All boys. All boarding. Grades 9-12.

Jon Meacham Delivers Fitzpatrick Lecture

Presidential historian and Pulitzer Prize winner Jon Meacham delivered Woodberry’s annual Fitzpatrick Lecture on Thursday. His talk, The Soul of America, drew from material in his latest book, which was published this week.
 
Mr. Meacham told the community that great leaders must possess three traits: curiosity, humility, and empathy. He said Thomas Jefferson’s curiosity about major ideas in western thought informed his work on the Declaration of Independence. John Kennedy’s humility after the failure of the Bay of Pigs invasion led him to seek advice from Dwight Eisenhower that proved crucial to the resolution of the Cuban Missile Crisis.

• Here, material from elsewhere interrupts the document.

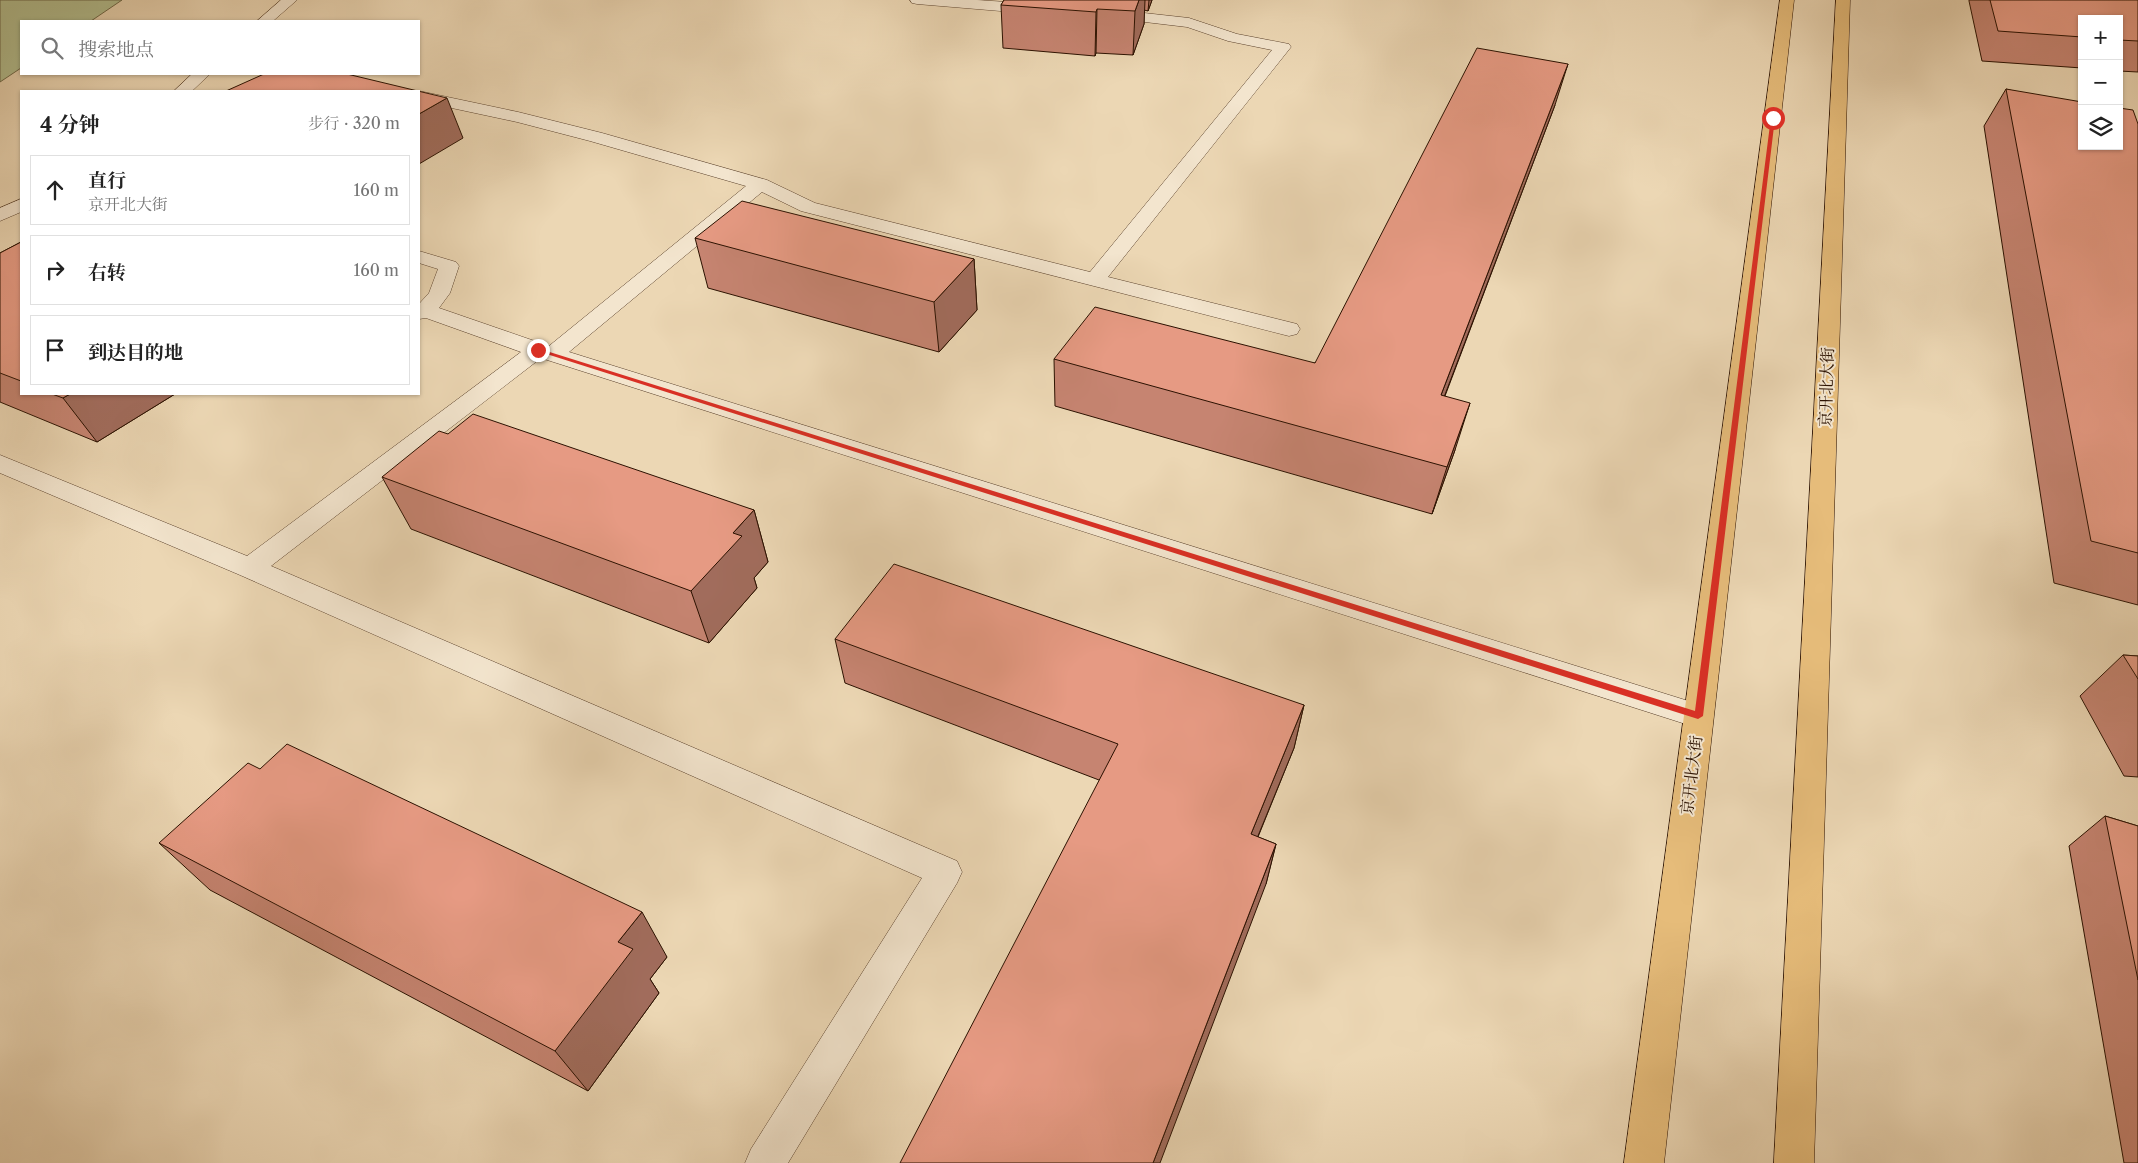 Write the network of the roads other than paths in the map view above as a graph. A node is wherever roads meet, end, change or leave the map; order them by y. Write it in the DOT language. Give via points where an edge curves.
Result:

George H. W. Bush’s empathy for Mikhail Gorbachev when the Berlin Wall fell gave the Soviet leader space to maneuver through treacherous domestic politics, Mr. Meacham said.
 
He also asserted that leaders, especially in American history, reflect the traits of the population at large just as much as those leaders shape the population at large.
 
“Politicians are mirrors of us, not molders of us,” Mr. Meacham said.
 
Mr. Meacham won the Pulitzer for his biography of Andrew Jackson. He’s written six books in all and is currently conducting research for a biography on James and Dolley Madison.
 
The Fitzpatrick Lecture was made possible by the gifts of Mr. and Mrs. William H. Fitzpatrick of New Orleans, Louisiana. Their four sons, Whitfield ’60, the late Peter ’64, Vaughan ’67, and James ’74, have made financial contributions to the lecture series. Two Fitzpatrick grandsons, Gustave ’93 and Fletcher ’98, also attended Woodberry. The late Mr. Fitzpatrick was an associate editor of The Wall Street Journal, executive editor and director of Landmark Communications, and editor of the New Orleans States, where he received the 1950 Pulitzer Prize for distinguished editorial writing.